Lima, the capital, the biggest city of Peru, where 1 third of the Peruvians live, and where you can find more differences in one city than in some other countries in total. Moreover, where it becomes awkward clear how sustainability and segregation go hand in hand.
I’m two weeks in Lima now and still, every day, I discover a place that is totally different than what I’ve seen here before. There can’t be more opposites in one city, I reckon. From the residential area where I stay, over the old colonial city centre, towards the richest neighbourhood San Isidro, with a detour via the more touristy and fancy areas of Miraflores and Barranco where I feel in Hollywood.
Cycling & the City
The differences are so profound, it feels like crossing a border when walking from one neighbourhood into another one. Not only when it comes to a level of poverty, safety, and type of buildings, but as well when it comes to sustainability.
In the old city centre, the theme of sustainability looks quite absent; to get a way through as cyclist you have to thrust on the goodwill of the cars that you are sharing the road with. Whereas in San Isidro – claimed as the most sustainable district of Lima – all bins have an encouraging message, nice parks are constructed, and cyclists can enjoy safe and separated cycling lanes.
Miraflores has separated bike lanes as well, whereas nice and huge green spaces provide the neighbourhood with an air purifier, necessary considering the huge amount of traffic in the streets. Barranco has no separated bike lanes, but due to the small streets and the lower amount of traffic it is safe and pleasant to bike on the road. But some areas don’t have any of these facilities at all
The city grows and grows, eventually making people construct houses on the mountain sides, in vulnerable areas, where landslides and floods might pull the houses down in a second.
Because of being cheaper and because of the particular law in Peru that you can take possession of a territory if nobody expels you in the first 48 hours, the economic most vulnerable people settle down here, in the geographic most vulnerable areas. Nevertheless, this is not an exclusive Peruvian phenomenon, and often the economic most vulnerable people settle down in the most vulnerable areas for natural disasters, and hence for climate change.

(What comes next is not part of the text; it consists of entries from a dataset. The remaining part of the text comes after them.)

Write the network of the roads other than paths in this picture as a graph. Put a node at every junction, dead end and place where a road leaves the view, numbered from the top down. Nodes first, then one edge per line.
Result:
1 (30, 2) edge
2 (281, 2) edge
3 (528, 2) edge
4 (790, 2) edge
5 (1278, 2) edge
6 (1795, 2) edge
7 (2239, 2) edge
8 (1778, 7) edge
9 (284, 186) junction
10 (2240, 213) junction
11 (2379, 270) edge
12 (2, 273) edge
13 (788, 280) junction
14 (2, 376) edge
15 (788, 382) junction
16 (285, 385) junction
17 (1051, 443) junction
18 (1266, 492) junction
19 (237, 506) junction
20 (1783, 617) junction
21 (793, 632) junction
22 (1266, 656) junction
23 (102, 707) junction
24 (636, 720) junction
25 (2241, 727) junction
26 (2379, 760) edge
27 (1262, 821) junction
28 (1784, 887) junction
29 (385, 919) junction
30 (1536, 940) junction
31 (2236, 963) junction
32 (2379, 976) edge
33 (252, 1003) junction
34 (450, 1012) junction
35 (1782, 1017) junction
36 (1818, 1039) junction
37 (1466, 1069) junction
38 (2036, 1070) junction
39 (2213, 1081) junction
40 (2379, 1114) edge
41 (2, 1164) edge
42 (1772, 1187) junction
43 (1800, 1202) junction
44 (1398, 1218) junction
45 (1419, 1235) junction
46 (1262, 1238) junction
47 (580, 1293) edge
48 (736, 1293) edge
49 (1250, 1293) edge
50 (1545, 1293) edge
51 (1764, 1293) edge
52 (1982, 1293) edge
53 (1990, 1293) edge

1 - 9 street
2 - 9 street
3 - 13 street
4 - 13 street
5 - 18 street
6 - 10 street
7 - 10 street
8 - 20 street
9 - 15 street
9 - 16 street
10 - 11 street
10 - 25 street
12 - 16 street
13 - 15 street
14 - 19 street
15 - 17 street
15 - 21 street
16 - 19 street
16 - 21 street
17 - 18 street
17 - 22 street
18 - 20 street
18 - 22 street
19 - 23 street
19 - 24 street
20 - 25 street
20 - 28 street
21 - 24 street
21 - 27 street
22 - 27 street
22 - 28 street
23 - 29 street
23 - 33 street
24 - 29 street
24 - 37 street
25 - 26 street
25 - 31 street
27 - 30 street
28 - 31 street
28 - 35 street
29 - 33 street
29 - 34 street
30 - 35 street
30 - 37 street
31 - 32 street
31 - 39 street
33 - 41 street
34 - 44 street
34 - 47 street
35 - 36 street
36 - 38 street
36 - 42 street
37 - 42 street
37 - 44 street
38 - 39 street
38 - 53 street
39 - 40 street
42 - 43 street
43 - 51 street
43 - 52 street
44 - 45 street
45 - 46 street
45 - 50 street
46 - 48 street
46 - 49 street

The city does has resettlement program, to relocate these people to safer and more sustainable areas, south of the city. But would this be enough? Since the city is growing, even more nowadays, because the Venezuelan migration, and the overall flight to the city, as economic and intellectual centre of the country.
I wonder how the city will manage it, and soon I will find out that there is no such a thing as ‘the city’. When it comes to sustainability, it is every neighbourhood for its own. And this is where segregation influences sustainability.
Social segregation means that in cities people of the same income class tend to live together, forming various neighbourhoods based on their income levels. Since political the city of Lima is divided in various districts, people pay taxes to their district, instead of to the City. Because of the economic differences between the inhabitants, and hence the differences in the amount of taxes payed, the districts have different economic resources to invest in their neighbourhood. Making that the wealthiest districts able to invest in more than just basic needs, such as sustainability, whereas the less wealthy districts can only invest in the basic needs of their citizens, making sustainability as an extra topic, that can’t be addressed nowadays.
It becomes complicated to get someone to talk to me about the topic, but eventually they will, confirming my hypothesis.